Delatori’s one-woman show, directed by Michael Eriera, explores the clash between the old and the new.

Janice, a nursery school teacher with 23 years’ experience, is battling all fronts.

Her marriage is crumbling, as her husband leaves her for a younger model he has met on an assertiveness training seminar. At work, her younger colleague Catherine sneers at her teaching practices, in a clash Janice describes as Mary Poppins meets Pol Pot.

Delatori, pictured, makes an interesting point about how vulnerable women, especially older women, are to the vagaries of a world fascinated by newer, flashier, shinier models.
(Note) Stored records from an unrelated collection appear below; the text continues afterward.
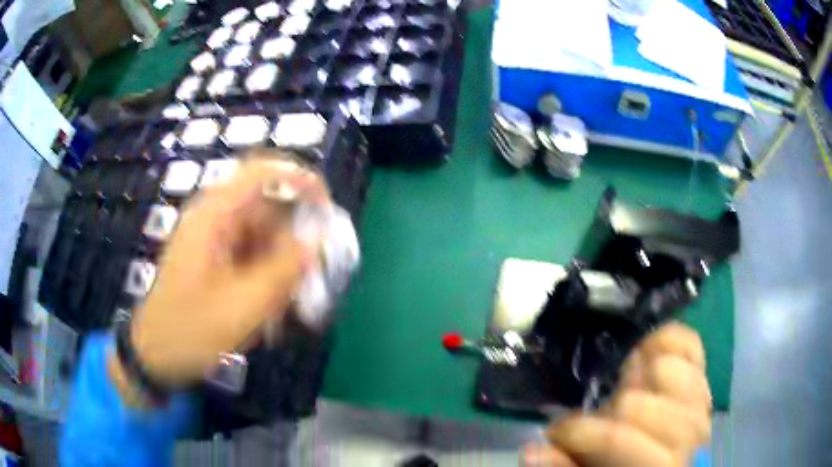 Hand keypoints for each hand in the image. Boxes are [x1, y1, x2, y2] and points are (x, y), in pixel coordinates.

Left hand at [122, 156, 327, 389]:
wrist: (155, 355)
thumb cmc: (190, 330)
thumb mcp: (242, 305)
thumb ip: (283, 271)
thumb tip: (318, 242)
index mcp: (213, 216)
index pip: (261, 173)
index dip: (299, 180)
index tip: (327, 208)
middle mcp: (213, 219)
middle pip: (266, 208)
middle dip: (293, 238)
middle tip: (311, 274)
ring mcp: (213, 240)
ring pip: (262, 235)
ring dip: (281, 264)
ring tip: (287, 301)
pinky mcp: (214, 260)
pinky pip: (251, 256)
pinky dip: (267, 276)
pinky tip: (269, 307)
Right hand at [523, 322, 711, 466]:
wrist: (673, 465)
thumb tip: (531, 449)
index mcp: (662, 465)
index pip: (616, 438)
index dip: (577, 434)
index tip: (557, 436)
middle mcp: (690, 432)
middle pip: (635, 402)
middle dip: (604, 411)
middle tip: (597, 421)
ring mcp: (701, 400)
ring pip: (664, 366)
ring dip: (635, 377)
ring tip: (624, 392)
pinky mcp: (704, 378)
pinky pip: (686, 341)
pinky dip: (662, 341)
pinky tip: (646, 359) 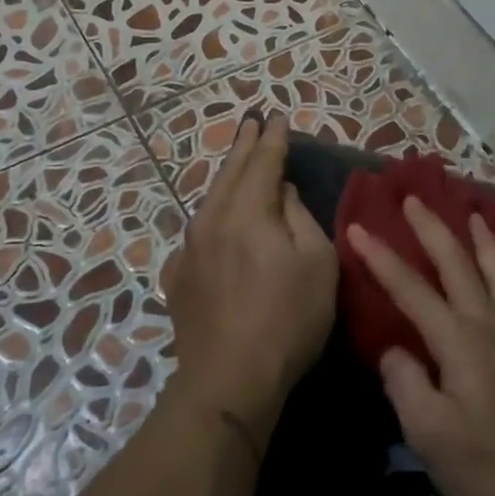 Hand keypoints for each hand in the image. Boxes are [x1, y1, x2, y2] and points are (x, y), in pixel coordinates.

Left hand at [162, 113, 337, 446]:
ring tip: (236, 160)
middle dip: (244, 145)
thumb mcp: (317, 263)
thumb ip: (299, 217)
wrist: (229, 378)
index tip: (278, 117)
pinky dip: (211, 215)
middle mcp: (212, 220)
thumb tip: (281, 191)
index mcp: (249, 212)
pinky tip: (214, 219)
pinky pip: (198, 232)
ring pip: (209, 199)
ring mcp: (189, 248)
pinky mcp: (177, 275)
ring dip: (226, 176)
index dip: (273, 139)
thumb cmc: (288, 319)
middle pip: (230, 172)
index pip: (263, 162)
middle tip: (252, 122)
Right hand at [348, 198, 494, 495]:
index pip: (411, 290)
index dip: (382, 258)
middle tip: (415, 200)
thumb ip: (406, 383)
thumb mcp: (429, 434)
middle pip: (459, 266)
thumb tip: (396, 351)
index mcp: (458, 341)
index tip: (357, 229)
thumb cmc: (487, 467)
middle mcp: (491, 327)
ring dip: (486, 242)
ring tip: (475, 215)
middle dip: (433, 230)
The script doesn’t shy away from suggesting Janice's problems might be, to a degree, self-inflicted, as she isn’t an entirely sympathetic character. I certainly agreed with the suggestion made by Janice’s best friend, the nursery head, to pull herself together and get on with it.

The show is comprised of subtle moments among overblown pathos, where Janice allows us to get under the skin of her personal tragedy, that of a world that had ceased to value her.

When Delatori relinquishes the manic over-acting and stops trying to pull the audience in, she allows moments of inspired story-telling to speak for themselves.